WORK INSTRUCTION — With nothing added and nothing dropped, write out all of the entries below.

Saved data entries
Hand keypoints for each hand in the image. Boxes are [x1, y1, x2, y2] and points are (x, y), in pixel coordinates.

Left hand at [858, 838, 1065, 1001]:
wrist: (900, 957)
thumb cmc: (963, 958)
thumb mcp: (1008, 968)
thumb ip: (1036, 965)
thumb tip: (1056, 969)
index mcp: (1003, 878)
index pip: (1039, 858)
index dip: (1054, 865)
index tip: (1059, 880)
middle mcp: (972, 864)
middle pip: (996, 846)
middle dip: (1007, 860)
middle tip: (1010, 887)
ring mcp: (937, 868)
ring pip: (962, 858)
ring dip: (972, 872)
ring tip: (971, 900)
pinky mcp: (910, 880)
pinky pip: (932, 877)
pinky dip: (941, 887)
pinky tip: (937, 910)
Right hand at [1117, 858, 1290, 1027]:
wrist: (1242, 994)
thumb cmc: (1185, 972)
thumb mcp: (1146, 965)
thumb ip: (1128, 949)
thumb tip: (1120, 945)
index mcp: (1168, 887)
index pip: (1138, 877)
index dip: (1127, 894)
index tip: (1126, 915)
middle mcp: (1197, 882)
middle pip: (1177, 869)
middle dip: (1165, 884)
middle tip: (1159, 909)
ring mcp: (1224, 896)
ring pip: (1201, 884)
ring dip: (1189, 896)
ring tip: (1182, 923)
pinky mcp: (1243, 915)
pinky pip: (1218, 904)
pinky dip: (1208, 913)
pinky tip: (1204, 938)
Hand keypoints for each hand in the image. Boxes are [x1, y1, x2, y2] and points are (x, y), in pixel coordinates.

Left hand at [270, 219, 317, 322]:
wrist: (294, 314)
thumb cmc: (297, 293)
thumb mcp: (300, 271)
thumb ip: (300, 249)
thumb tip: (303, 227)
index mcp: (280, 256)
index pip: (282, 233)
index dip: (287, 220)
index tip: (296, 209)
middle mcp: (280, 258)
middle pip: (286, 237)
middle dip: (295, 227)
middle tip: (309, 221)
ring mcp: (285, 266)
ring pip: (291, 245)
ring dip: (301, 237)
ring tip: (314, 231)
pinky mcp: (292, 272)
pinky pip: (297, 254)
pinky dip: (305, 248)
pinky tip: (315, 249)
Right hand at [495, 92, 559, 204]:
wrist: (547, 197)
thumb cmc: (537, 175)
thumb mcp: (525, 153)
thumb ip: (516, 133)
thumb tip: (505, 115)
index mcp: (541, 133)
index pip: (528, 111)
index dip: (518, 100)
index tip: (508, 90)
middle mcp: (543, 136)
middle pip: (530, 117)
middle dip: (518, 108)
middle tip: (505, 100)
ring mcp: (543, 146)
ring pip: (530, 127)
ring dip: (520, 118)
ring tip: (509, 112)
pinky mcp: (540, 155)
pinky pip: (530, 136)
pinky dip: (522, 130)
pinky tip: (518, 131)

ANSWER TO THE PROBLEM —
Hand keypoints for each hand in the image. Boxes are [x1, y1, x2, y2] and points are (x, y), in pixel coordinates.

Left hand at [858, 838, 1065, 1001]:
wrist: (900, 957)
thumb cmc: (963, 958)
thumb mcp: (1008, 968)
thumb ip: (1036, 965)
thumb tip: (1056, 969)
index mcp: (1003, 878)
index pip: (1039, 858)
index dip: (1054, 865)
index tip: (1059, 880)
middle mcp: (972, 864)
middle pip: (996, 846)
middle dip: (1007, 860)
middle tip: (1010, 887)
ring mcp: (937, 868)
ring pip: (962, 858)
ring dip: (972, 872)
ring tip: (971, 900)
pinky mcp: (910, 880)
pinky pip: (932, 877)
pinky dip: (941, 887)
pinky tip: (937, 910)
Right hand at [1117, 858, 1290, 1027]:
wrist: (1242, 994)
thumb cmc: (1185, 972)
thumb mcp: (1146, 965)
thumb ip: (1128, 949)
thumb tip: (1120, 945)
index mcp: (1168, 887)
index pip: (1138, 877)
index dip: (1127, 894)
index tip: (1126, 915)
middle mcp: (1197, 882)
middle pip: (1177, 869)
middle dip: (1165, 884)
middle tip: (1159, 909)
ring mcp: (1224, 896)
ring pip: (1201, 884)
ring dip: (1189, 896)
ring tip: (1182, 923)
pinky mcp: (1243, 915)
pinky pip: (1218, 904)
pinky dip: (1208, 913)
pinky tip: (1204, 938)
Hand keypoints for each hand in the image. Boxes are [x1, y1, x2, y2] and points are (x, y), in pixel coordinates.

Left hand at [270, 219, 317, 322]:
wrist: (294, 314)
thumb cmc: (297, 293)
thumb mcp: (300, 271)
thumb ip: (300, 249)
thumb tip: (303, 227)
index mcp: (280, 256)
index pip: (282, 233)
index dip: (287, 220)
index tip: (296, 209)
middle mcp: (280, 258)
middle pip: (286, 237)
middle dip: (295, 227)
middle tip: (309, 221)
ring mcp: (285, 266)
ring pip: (291, 245)
ring dip: (301, 237)
ring tip: (314, 231)
pinky mcp: (292, 272)
pinky pip: (297, 254)
pinky dip: (305, 248)
pinky tip: (315, 249)
Right hand at [495, 92, 559, 204]:
wrist: (547, 197)
thumb cmc: (537, 175)
thumb mcp: (525, 153)
thumb ip: (516, 133)
thumb tip: (505, 115)
index mcp: (541, 133)
index pip: (528, 111)
index dip: (518, 100)
index tip: (508, 90)
middle mcp: (543, 136)
middle pip: (530, 117)
middle dip: (518, 108)
middle tip: (505, 100)
ring mcp: (543, 146)
ring pip: (530, 127)
ring dip: (520, 118)
ring tip: (509, 112)
pinky mcp: (540, 155)
pinky pip: (530, 136)
pinky dip: (522, 130)
pinky tip: (518, 131)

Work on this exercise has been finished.